On 14 August 1850, Cavendish-Bentinck married Prudentia Penelope Leslie (d. 1896), the daughter of Col. Charles Powell Leslie. Together, they had two sons and two daughters:

- Christina Anne Jessica Cavendish-Bentinck (d. 1912), who married Sir Tatton Sykes, 5th Baronet, and was the mother of Sir Mark Sykes, 6th Baronet.
- William George Cavendish-Bentinck (1854–1909), who married Elizabeth Livingston, granddaughter of Maturin Livingston, in 1880.
- Frederick Cavendish-Bentinck (1856–1948), who married Ruth St Maur, and was father of the 8th and 9th Duke of Portland.
- Mary Venetia Cavendish-Bentinck (1861–1948), who married Arthur James, and was godmother to Queen Elizabeth (the Queen Mother).
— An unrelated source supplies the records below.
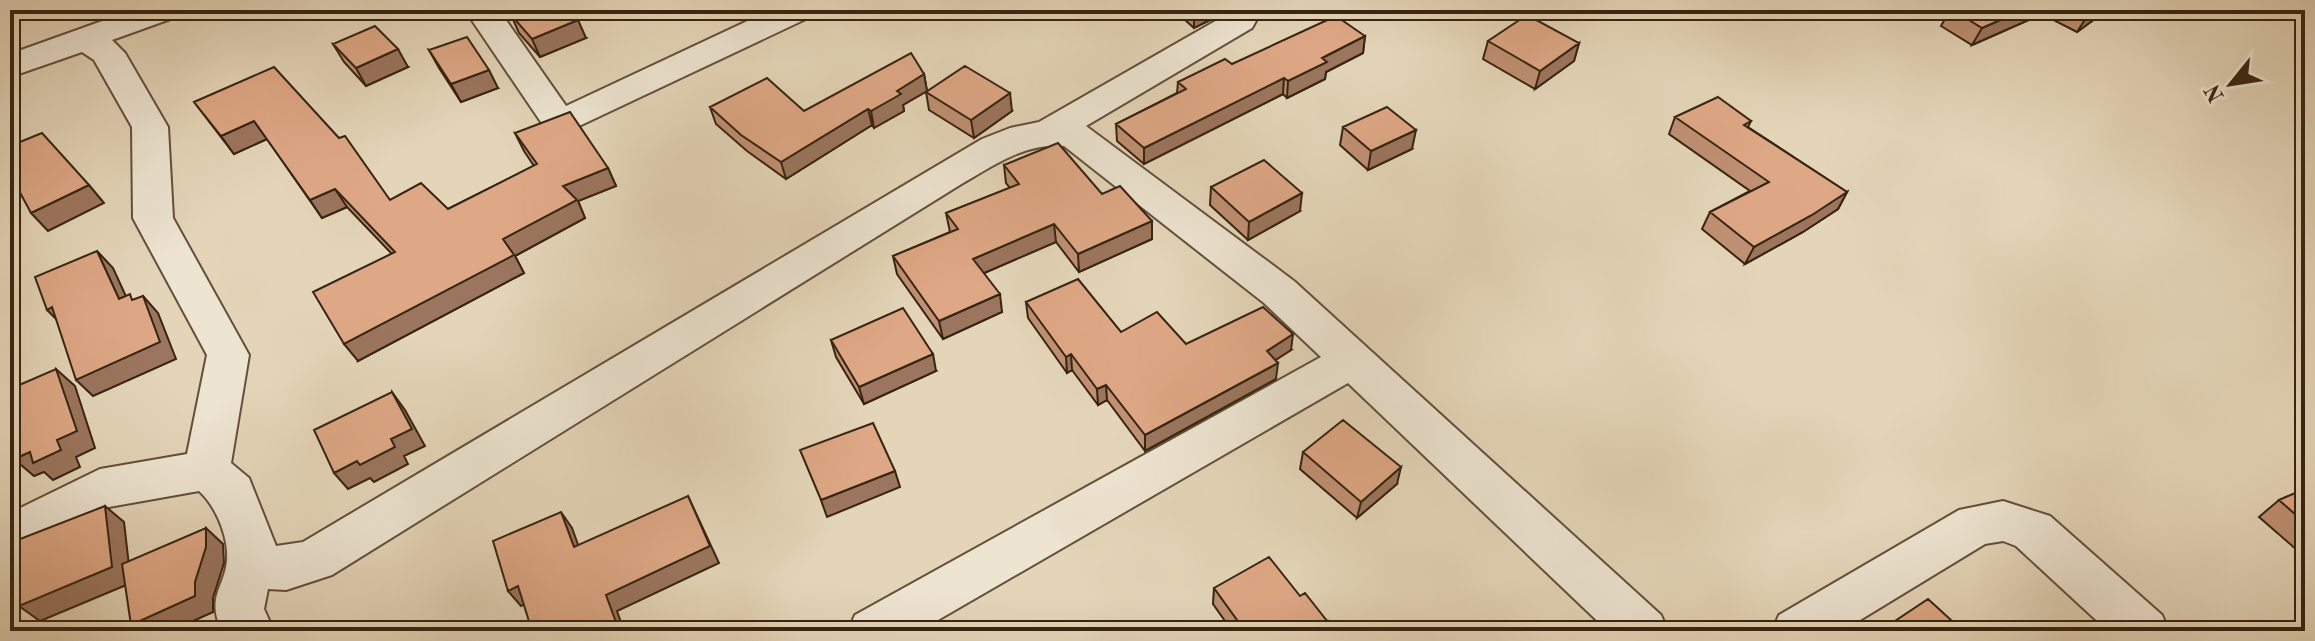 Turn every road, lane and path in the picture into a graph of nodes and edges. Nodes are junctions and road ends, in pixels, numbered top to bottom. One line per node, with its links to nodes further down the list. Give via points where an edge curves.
1 (164, 10): 5 (street)
2 (482, 10): 3 (street, via 560,123)
3 (798, 10)
4 (1245, 10): 7 (street, via 1240,21)
5 (86, 39): 6 (street); 9 (street, via 108,53 150,127 153,218 228,355)
6 (10, 66)
7 (1049, 132): 8 (street, via 1074,135 1279,292); 11 (street, via 1021,135 950,174 315,560 286,568 263,567)
8 (1352, 360): 13 (street); 14 (street)
9 (207, 470): 10 (street, via 100,489); 11 (street, via 232,492)
10 (10, 537)
11 (252, 553): 12 (street, via 238,611)
12 (249, 631)
13 (873, 631)
14 (1643, 631)
15 (1797, 631): 16 (street, via 1976,525 2003,521 2033,531)
16 (2144, 631)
In 1889, Cavendish-Bentinck was named by rentboy John Saul in his police statement as a client of the infamous male brothel at the heart of the Cleveland Street scandal.

Cavendish-Bentinck purchased Branksea Castle on Brownsea Island in 1873 and introduced Jersey cows and developed agriculture on the island. He died there in April 1891, aged 69. His wife survived him by five years and died in June 1896.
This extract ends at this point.